(Stored data)
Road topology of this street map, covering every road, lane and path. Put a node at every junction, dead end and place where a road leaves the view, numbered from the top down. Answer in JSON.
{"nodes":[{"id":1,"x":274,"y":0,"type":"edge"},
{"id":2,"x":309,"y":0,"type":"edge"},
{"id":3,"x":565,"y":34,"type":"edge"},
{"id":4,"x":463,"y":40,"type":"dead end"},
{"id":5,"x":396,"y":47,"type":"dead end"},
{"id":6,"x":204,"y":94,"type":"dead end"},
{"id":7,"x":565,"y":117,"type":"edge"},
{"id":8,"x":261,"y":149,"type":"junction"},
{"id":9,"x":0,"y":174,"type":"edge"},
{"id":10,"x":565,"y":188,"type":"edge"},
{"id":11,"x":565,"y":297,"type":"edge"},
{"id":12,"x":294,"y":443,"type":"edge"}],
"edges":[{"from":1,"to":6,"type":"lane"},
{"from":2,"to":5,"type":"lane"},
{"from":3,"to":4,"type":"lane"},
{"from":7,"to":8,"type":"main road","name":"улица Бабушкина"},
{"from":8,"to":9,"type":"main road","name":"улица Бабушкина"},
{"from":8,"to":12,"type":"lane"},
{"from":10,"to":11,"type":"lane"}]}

• [Exercise objective] Return the entries above, every line intact.

• [Exercise result]
Road topology of this street map, covering every road, lane and path. Put a node at every junction, dead end and place where a road leaves the view, numbered from the top down. Answer in JSON.
{"nodes":[{"id":1,"x":274,"y":0,"type":"edge"},
{"id":2,"x":309,"y":0,"type":"edge"},
{"id":3,"x":565,"y":34,"type":"edge"},
{"id":4,"x":463,"y":40,"type":"dead end"},
{"id":5,"x":396,"y":47,"type":"dead end"},
{"id":6,"x":204,"y":94,"type":"dead end"},
{"id":7,"x":565,"y":117,"type":"edge"},
{"id":8,"x":261,"y":149,"type":"junction"},
{"id":9,"x":0,"y":174,"type":"edge"},
{"id":10,"x":565,"y":188,"type":"edge"},
{"id":11,"x":565,"y":297,"type":"edge"},
{"id":12,"x":294,"y":443,"type":"edge"}],
"edges":[{"from":1,"to":6,"type":"lane"},
{"from":2,"to":5,"type":"lane"},
{"from":3,"to":4,"type":"lane"},
{"from":7,"to":8,"type":"main road","name":"улица Бабушкина"},
{"from":8,"to":9,"type":"main road","name":"улица Бабушкина"},
{"from":8,"to":12,"type":"lane"},
{"from":10,"to":11,"type":"lane"}]}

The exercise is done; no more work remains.